Wagnon v. Kroger Texas, LP – 762 F.Supp.3d 509 – Jan 8, 2025

The U.S. District Court for the Northern District of Texas remanded the non-subscriber case back to state court. The Court noted a split on whether these cases “arise under workers’ compensation laws of the state.” The Court further noted that “any ambiguities are construed against removal.”

Bowens v. Sweeping Corporation of America, LLC – 3:24-cv-178-BN – Jul 2, 2024

The U.S. District Court for the Northern District of Texas remanded the matter back to the state district court, from which it was removed. The Court noted that the Defendant-Employer had not met its heavy burden to demonstrate that there was no reasonable basis to predict that Plaintiff-Beneficiary might be able to recover under Texas law.

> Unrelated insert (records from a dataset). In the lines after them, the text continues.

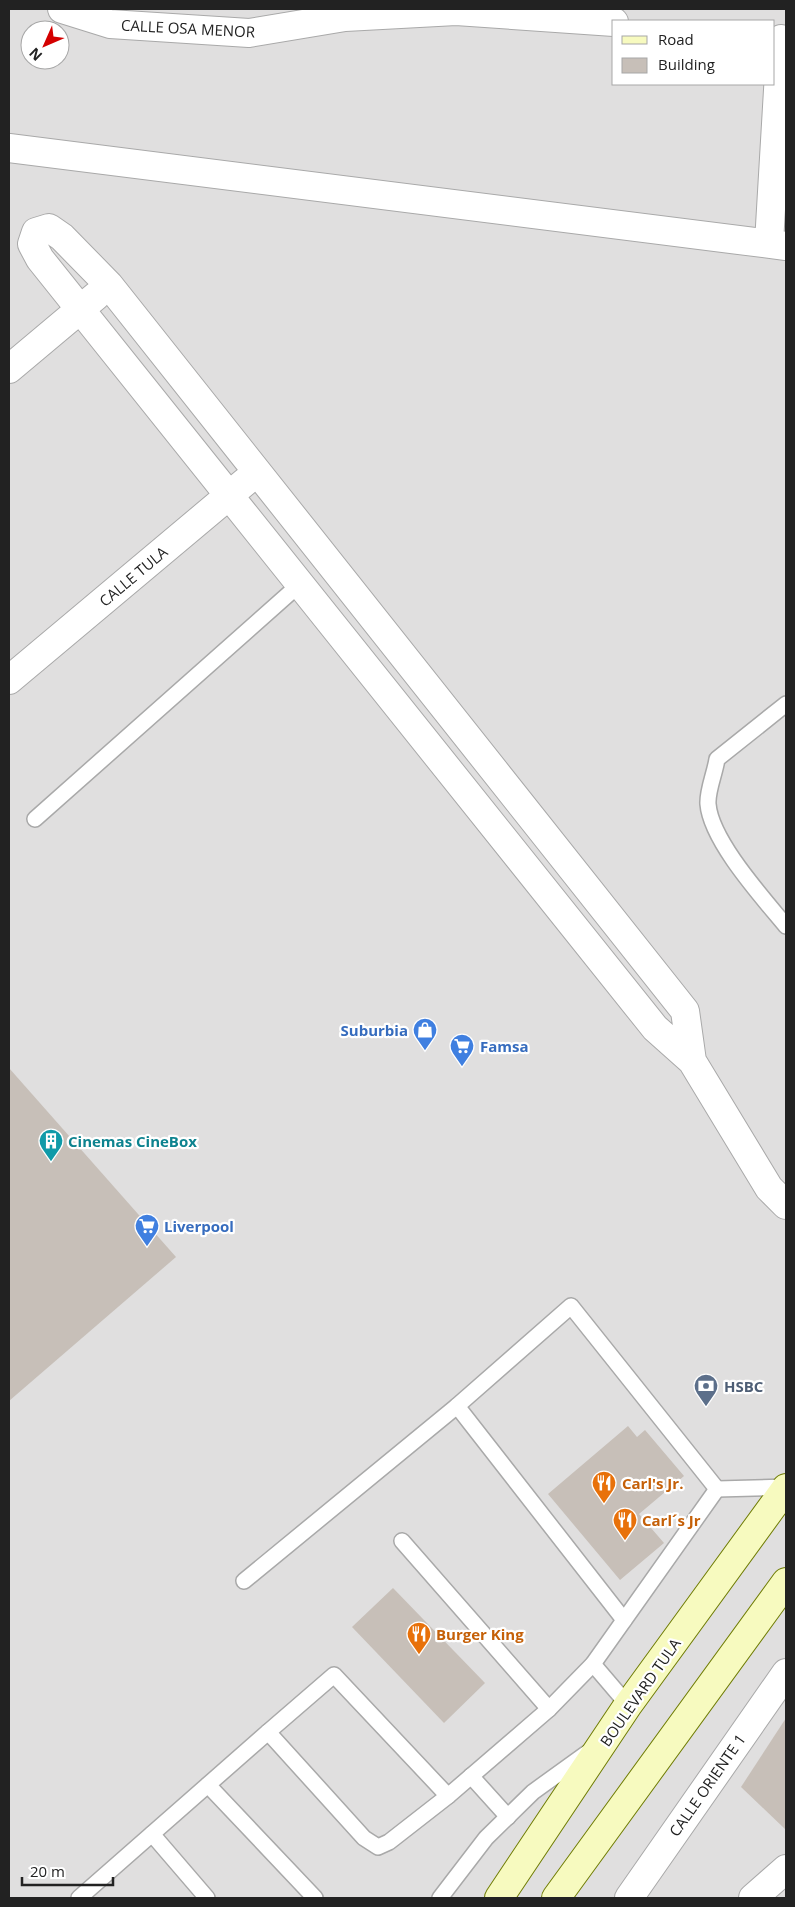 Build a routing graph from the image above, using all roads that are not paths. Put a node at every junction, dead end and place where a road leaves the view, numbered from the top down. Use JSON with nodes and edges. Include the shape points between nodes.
{"nodes":[{"id":1,"x":62,"y":9,"type":"edge"},
{"id":2,"x":612,"y":22,"type":"edge"},
{"id":3,"x":780,"y":39,"type":"edge"},
{"id":4,"x":9,"y":148,"type":"edge"},
{"id":5,"x":778,"y":245,"type":"edge"},
{"id":6,"x":109,"y":285,"type":"junction"},
{"id":7,"x":81,"y":308,"type":"junction"},
{"id":8,"x":9,"y":369,"type":"edge"},
{"id":9,"x":256,"y":472,"type":"junction"},
{"id":10,"x":231,"y":494,"type":"junction"},
{"id":11,"x":301,"y":583,"type":"junction"},
{"id":12,"x":9,"y":680,"type":"edge"},
{"id":13,"x":786,"y":704,"type":"edge"},
{"id":14,"x":36,"y":819,"type":"dead end"},
{"id":15,"x":786,"y":926,"type":"edge"},
{"id":16,"x":692,"y":1061,"type":"junction"},
{"id":17,"x":786,"y":1205,"type":"edge"},
{"id":18,"x":457,"y":1406,"type":"junction"},
{"id":19,"x":786,"y":1488,"type":"edge"},
{"id":20,"x":717,"y":1489,"type":"junction"},
{"id":21,"x":402,"y":1540,"type":"dead end"},
{"id":22,"x":244,"y":1581,"type":"dead end"},
{"id":23,"x":786,"y":1582,"type":"edge"},
{"id":24,"x":624,"y":1620,"type":"junction"},
{"id":25,"x":593,"y":1664,"type":"junction"},
{"id":26,"x":786,"y":1673,"type":"edge"},
{"id":27,"x":628,"y":1706,"type":"junction"},
{"id":28,"x":549,"y":1709,"type":"junction"},
{"id":29,"x":268,"y":1732,"type":"junction"},
{"id":30,"x":608,"y":1738,"type":"junction"},
{"id":31,"x":471,"y":1776,"type":"junction"},
{"id":32,"x":208,"y":1785,"type":"junction"},
{"id":33,"x":448,"y":1796,"type":"junction"},
{"id":34,"x":508,"y":1817,"type":"junction"},
{"id":35,"x":152,"y":1834,"type":"junction"},
{"id":36,"x":786,"y":1869,"type":"edge"},
{"id":37,"x":79,"y":1898,"type":"edge"},
{"id":38,"x":207,"y":1898,"type":"edge"},
{"id":39,"x":315,"y":1898,"type":"edge"},
{"id":40,"x":440,"y":1898,"type":"edge"},
{"id":41,"x":499,"y":1898,"type":"edge"},
{"id":42,"x":556,"y":1898,"type":"edge"},
{"id":43,"x":629,"y":1898,"type":"edge"},
{"id":44,"x":753,"y":1898,"type":"edge"}],
"edges":[{"from":1,"to":2,"type":"street","name":"CALLE OSA MENOR","via":[[110,24],[249,33],[345,17],[456,12]]},
{"from":3,"to":5,"type":"street"},
{"from":4,"to":5,"type":"street"},
{"from":6,"to":7,"type":"street"},
{"from":6,"to":7,"type":"street","via":[[62,237],[49,228],[36,232],[32,244],[40,259]]},
{"from":6,"to":9,"type":"street"},
{"from":7,"to":8,"type":"street"},
{"from":7,"to":10,"type":"street"},
{"from":9,"to":10,"type":"street","name":"CALLE TULA"},
{"from":9,"to":16,"type":"street","via":[[685,1011]]},
{"from":10,"to":11,"type":"street"},
{"from":10,"to":12,"type":"street","name":"CALLE TULA"},
{"from":11,"to":14,"type":"lane"},
{"from":11,"to":16,"type":"street","via":[[655,1028]]},
{"from":13,"to":15,"type":"lane","via":[[717,759],[708,804],[719,836]]},
{"from":16,"to":17,"type":"street","via":[[769,1188]]},
{"from":18,"to":20,"type":"lane","via":[[571,1306]]},
{"from":18,"to":22,"type":"lane"},
{"from":18,"to":24,"type":"lane"},
{"from":19,"to":20,"type":"lane"},
{"from":19,"to":27,"type":"main road","name":"BOULEVARD TULA"},
{"from":20,"to":24,"type":"lane"},
{"from":21,"to":28,"type":"lane"},
{"from":23,"to":42,"type":"main road"},
{"from":24,"to":25,"type":"lane"},
{"from":25,"to":27,"type":"lane"},
{"from":25,"to":28,"type":"lane"},
{"from":26,"to":43,"type":"street","name":"CALLE ORIENTE 1"},
{"from":27,"to":30,"type":"main road","name":"BOULEVARD TULA"},
{"from":28,"to":31,"type":"lane"},
{"from":29,"to":32,"type":"lane"},
{"from":29,"to":33,"type":"lane","via":[[364,1838],[378,1847]]},
{"from":29,"to":33,"type":"lane","via":[[334,1675]]},
{"from":30,"to":34,"type":"lane","via":[[534,1792]]},
{"from":30,"to":41,"type":"main road","name":"BOULEVARD TULA"},
{"from":31,"to":33,"type":"lane"},
{"from":31,"to":34,"type":"lane"},
{"from":32,"to":35,"type":"lane"},
{"from":32,"to":39,"type":"lane"},
{"from":34,"to":40,"type":"lane","via":[[486,1838]]},
{"from":35,"to":37,"type":"lane"},
{"from":35,"to":38,"type":"lane"},
{"from":36,"to":44,"type":"street"}]} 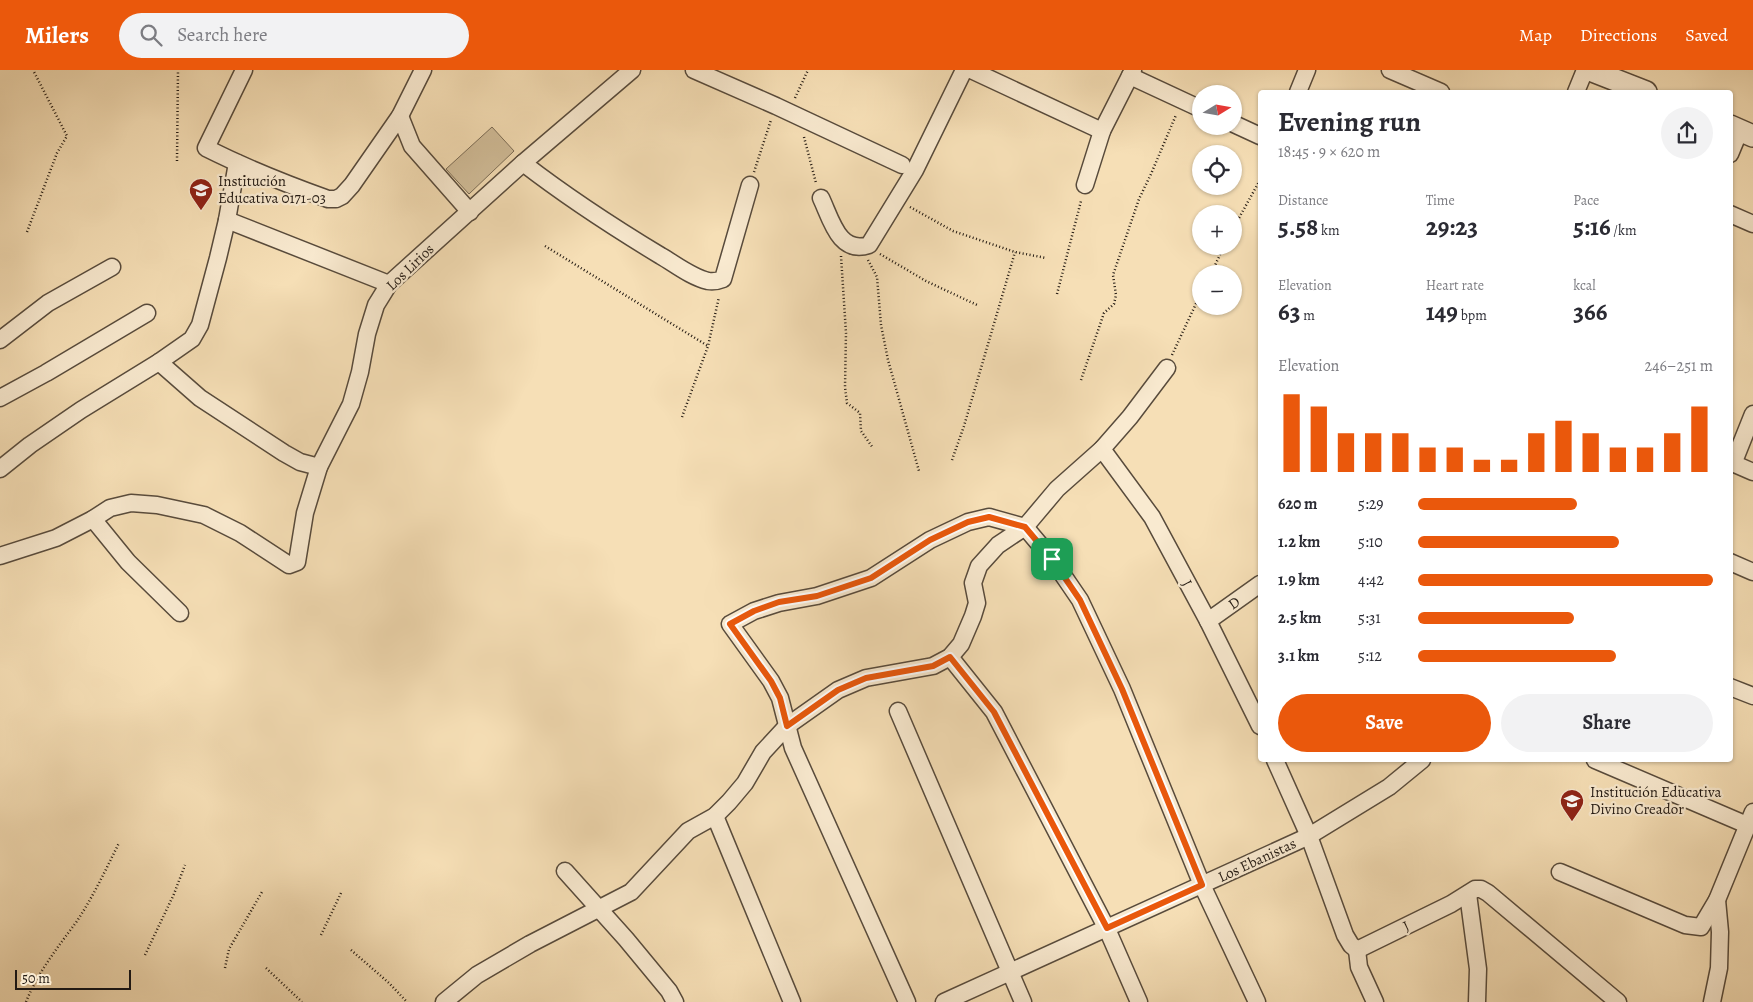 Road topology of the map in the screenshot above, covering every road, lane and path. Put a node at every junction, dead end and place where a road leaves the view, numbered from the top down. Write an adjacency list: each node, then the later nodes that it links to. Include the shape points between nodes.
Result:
1 (33, 70): 42 (path, via 67,136 57,153)
2 (178, 70): 28 (path)
3 (244, 70): 29 (street, via 206,148)
4 (423, 70): 22 (street)
5 (632, 70): 30 (street, Los Lirios)
6 (694, 70): 21 (street)
7 (808, 70): 21 (path)
8 (964, 70): 36 (street, via 916,170)
9 (972, 70): 25 (street)
10 (1307, 70): 15 (street)
11 (1390, 70): 16 (street)
12 (1585, 70): 17 (street)
13 (1590, 70): 18 (street)
14 (1132, 73): 19 (street); 25 (street)
15 (1299, 90)
16 (1436, 90)
17 (1577, 90)
18 (1641, 90)
19 (1182, 100): 20 (street); 60 (path, via 1138,199 1113,275 1114,304 1104,313)
20 (1192, 105)
21 (787, 112): 31 (street); 34 (path); 35 (path)
22 (400, 116): 29 (street, via 352,185 336,199 328,199); 37 (street, via 412,146)
23 (1242, 128): 26 (street)
24 (1745, 130): 27 (street)
25 (1102, 131): 32 (street)
26 (1258, 135)
27 (1733, 149)
28 (176, 162)
29 (236, 163): 40 (street)
30 (523, 163): 37 (street, Los Lirios); 50 (street, via 562,193 693,275 708,281)
31 (902, 165)
32 (1085, 184): 52 (path)
33 (1258, 184): 38 (path)
34 (750, 185): 50 (street)
35 (821, 198): 43 (street)
36 (897, 200): 43 (street, via 869,245 861,248); 45 (path, via 953,231)
37 (470, 212): 51 (street, Los Lirios)
38 (1242, 213)
39 (1733, 215): 41 (street)
40 (227, 220): 51 (street); 58 (street, via 200,325 192,339)
41 (1753, 224)
42 (27, 232)
43 (840, 240): 64 (path, via 847,403 860,413 861,430)
44 (545, 246): 57 (path)
45 (1015, 252): 46 (path); 66 (path)
46 (1046, 258)
47 (888, 260): 53 (path)
48 (112, 266): 56 (street, via 48,303)
49 (877, 277): 71 (path, via 888,360)
50 (723, 278): 57 (path)
51 (389, 284): 69 (street, Los Lirios, via 376,305 351,404)
52 (1057, 294)
53 (977, 305)
54 (146, 313): 61 (street)
55 (1192, 313): 59 (path)
56 (0, 340)
57 (708, 346): 63 (path)
58 (159, 362): 69 (street, via 200,398 284,453); 70 (street, via 73,415)
59 (1167, 368): 65 (street)
60 (1082, 380)
61 (0, 398)
62 (1753, 414): 67 (street)
63 (682, 417)
64 (873, 448)
65 (1102, 449): 74 (street, via 1057,489); 80 (street, J, via 1152,517)
66 (952, 460)
67 (1733, 461)
68 (1733, 463): 72 (street)
69 (319, 467): 73 (street, Los Lirios, via 294,565 204,516 157,505 131,503 110,508)
70 (0, 469)
71 (919, 471)
72 (1753, 472)
73 (92, 519): 75 (street, via 56,538); 79 (street, via 128,562)
74 (1025, 527): 81 (street, via 998,545 979,566 973,582 977,603 973,616 961,644); 86 (street, via 989,517 968,522 930,540 871,578 817,596 779,602 730,624 771,681 780,698); 97 (street, via 1080,600 1122,689)
75 (0, 556)
76 (1733, 563): 77 (street)
77 (1753, 572)
78 (1258, 585): 80 (street, D)
79 (180, 613)
80 (1208, 622): 85 (street, J)
81 (950, 657): 86 (street, via 933,666 866,678 838,690); 103 (street, via 994,712)
82 (1733, 688): 83 (street)
83 (1753, 696)
84 (898, 711): 110 (street)
85 (1258, 721)
86 (787, 726): 90 (street, via 763,752 745,783); 117 (street, via 793,748)
87 (1276, 762): 92 (street)
88 (1420, 762): 92 (street, Los Ebanistas, via 1389,787)
89 (1600, 762): 91 (street)
90 (715, 816): 102 (street, via 688,831 631,892); 116 (street)
91 (1750, 818): 101 (street)
92 (1309, 836): 97 (street, Los Ebanistas); 106 (street, via 1345,935)
93 (119, 843): 111 (path, via 90,899 54,951)
94 (185, 865): 107 (path)
95 (565, 871): 102 (street)
96 (1560, 872): 101 (street, via 1685,925 1701,926)
97 (1202, 885): 103 (street, Los Ebanistas); 121 (street)
98 (262, 892): 108 (path, via 229,949)
99 (341, 893): 104 (path)
100 (1468, 894): 106 (street, J); 123 (street, via 1478,969); 124 (street, J, via 1475,889 1488,892)
101 (1717, 900): 125 (street, via 1719,968)
102 (599, 908): 114 (street, via 477,975); 115 (street)
103 (1107, 928): 110 (street, Los Ebanistas); 120 (street)
104 (321, 936)
105 (351, 950): 113 (path)
106 (1357, 950): 122 (street, via 1359,967)
107 (145, 955)
108 (225, 968)
109 (266, 968): 112 (path)
110 (1010, 972): 118 (street, Los Ebanistas); 119 (street)
111 (26, 1002)
112 (302, 1002)
113 (407, 1002)
114 (444, 1002)
115 (675, 1002)
116 (792, 1002)
117 (907, 1002)
118 (944, 1002)
119 (1023, 1002)
120 (1139, 1002)
121 (1257, 1002)
122 (1375, 1002)
123 (1477, 1002)
124 (1618, 1002)
125 (1712, 1002)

Cary v. Sandoz Inc. – 3:23-CV-00080-K – Mar 26, 2024

The U.S. District Court for the Northern District of Texas denied Plaintiff-Employee’s Motion for Leave to Amend her complaint. The Court noted that the Plaintiff-Employee did not identify any cognizable adverse act Defendant-Employer took against her that relates to her pursuit of workers’ compensation.

Hime v. AS America Inc. – 3:23-cv-997-BN – Mar 5, 2024

The U.S. District Court for the Northern District of Texas denied Plaintiff-Employee’s Motion for Leave to File Amended Complaint. The Court reasoned that the Plaintiff-Employee failed to show an intentional act by the Defendant-Employer, and the Texas Workers Compensation Act was the exclusive remedy.

Cary v. Sandoz, Inc. – 3:23-CV-00080-K – Dec 6, 2023

The U.S. District Court for the Northern Dist. of Texas dismissed the Plaintiff-Employee’s case for FMLA discrimination and improper discharge under Texas workers’ comp laws. The Court found that the Plaintiff-Employee failed to show that the Defendant-Employer discriminated or retaliated against the Plaintiff-Employee.